Tuesday, October 28, 2008

Comfort Food at its Best!

Yesterday we used up the last of the bread. Often, I will send frozen burritos in the kids' lunches at school, but Tuesdays are gym days, and they are not allowed to bring food that needs to be warmed up. So, after the Missions Conference last night, guess what I was doing? Making bread! Everything was going along quite smoothly. I let the bread rest, I divided it into loaves, let it rise again, and put it in the oven around 11:30. Now I just needed to wait 30 minutes for it to bake. No Problem! At 3:00 Chad woke me up.

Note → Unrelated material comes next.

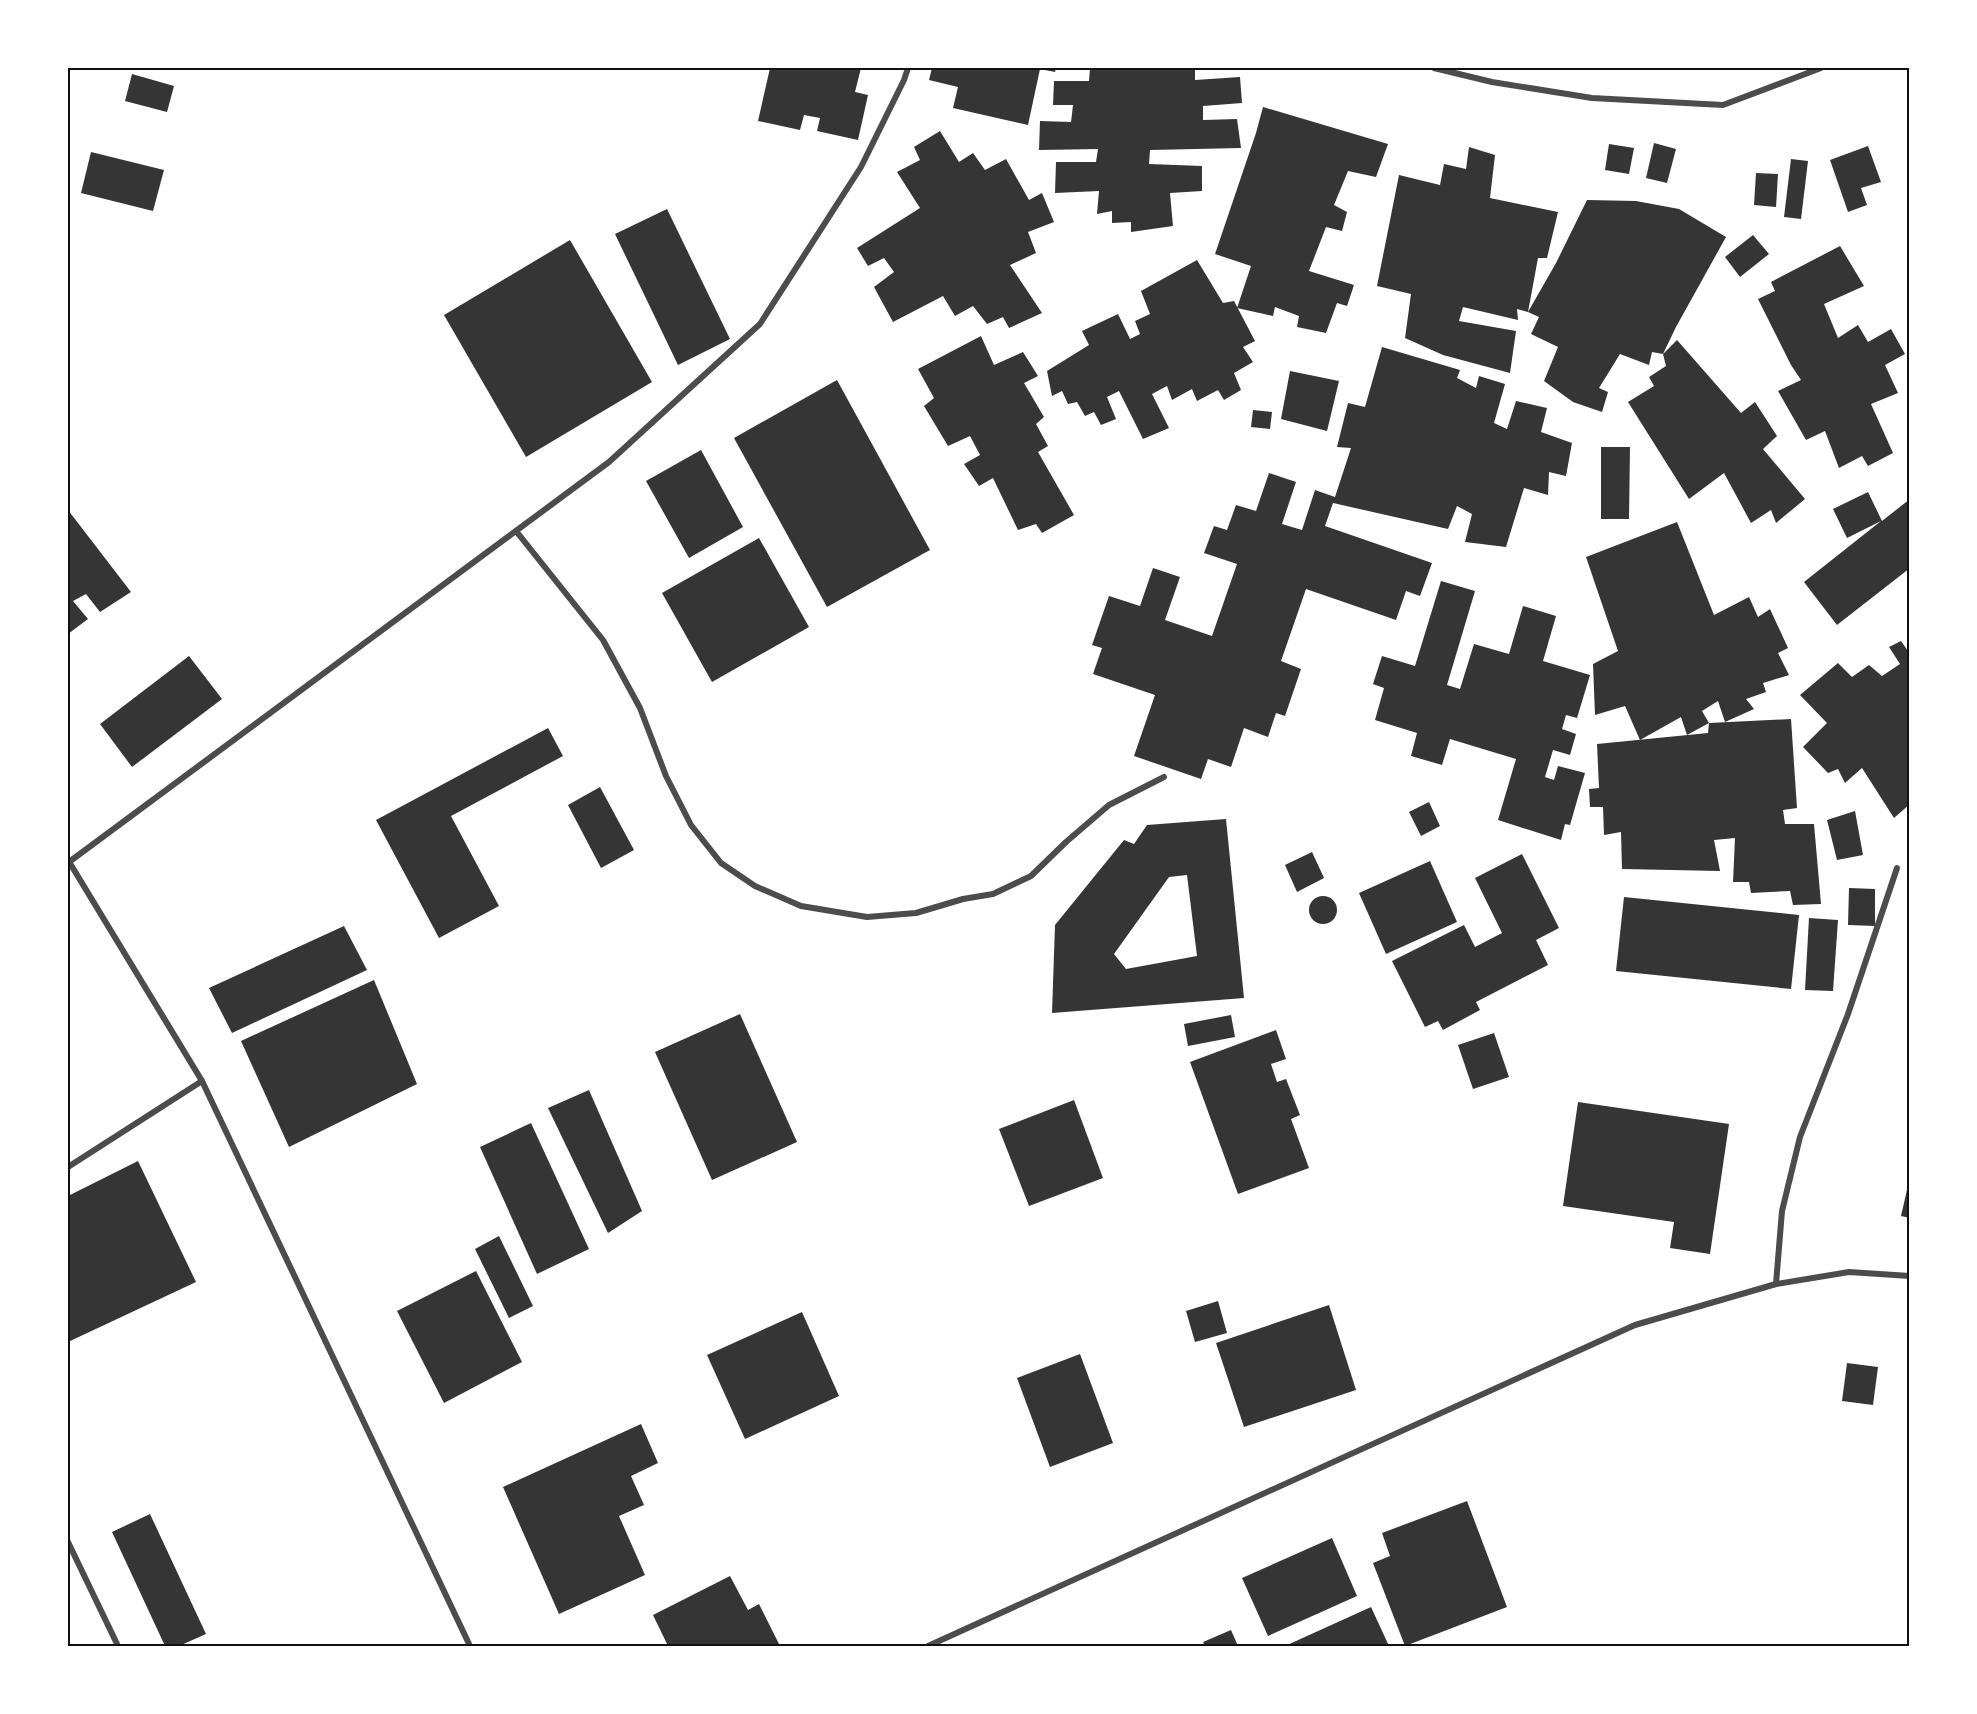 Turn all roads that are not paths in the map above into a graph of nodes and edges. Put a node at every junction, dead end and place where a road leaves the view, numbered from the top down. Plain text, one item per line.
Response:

I looked frantically around and said, "The bread's burnt!" Oh, no!

Isn't it lovely?
Derek thought the burnt loaves made great drums!
Baked Potato Soup

Well, I promised that I would post my recipe for Baked Potato Soup, so here it is. We just love it, but I don't make it often because, as you will see, it really isn't good for you at all. But it sure is yummy!
5 medium baking potatoes
8 slices bacon, cooked and crumbled (I cut the bacon with kitchen shears prior to cooking it.)
1 cup chopped sweet onion
2/3 cup flour
6 quarts chicken stock (or water with boullion added)
2 cups half and half (milk works fine)
1/4 cup fresh parsley (or 2 T. dried)
1 1/2 teaspoons minced garlic
1 1/2 teaspoons dried basil (I omit this because I'm not partial to the flavor.)
1 teaspoon salt (taste it first, usually not necessary)
1 teaspoon pepper
Shredded cheddar cheese, divided
1 cup green onions, sliced
1. Wash potatoes; several times with fork. Bake at 400 degrees for 1 hour or until done; let cool. (I like to bake the potatoes first thing in the morning or even the night before and chill in the refrigerator. They are much easier to work with if they are cold.)
2. Cook bacon in a large dutch oven until crisp; remove bacon, reserve drippings in dutch oven. Crumble bacon and set aside.
3. Cook onion in drippings, stirring constantly, until tender; add flour, stirring well. Cook 1 minute, stirring constantly. Gradually add chicken broth; cook over medium heat, stirring constantly, until mixture is thickened and bubbly. Stir in potato, half-and-half and next 5 ingredients. Bring to a simmer, and cook, uncovered, 10 minutes (do not boil). Stir in 1 cup cheese and 1/4 cup green onions. (I do not put the green onions in the soup, though I love them, because my children don't prefer them.) Cook until cheese melts, stirring often.
4. Ladle soup into individual soup bowls. Top evenly with crumbled bacon. Sprinkle evenly with cheese, green onions, and parsley, if desired.
We do not use green onions at all, though it is very good with it. If you prefer heat, you could add 1/2 teaspoon hot sauce to the soup. We also do not top with parsley. We serve it with homemade bread, which you can find here, and a tossed salad. Delicious!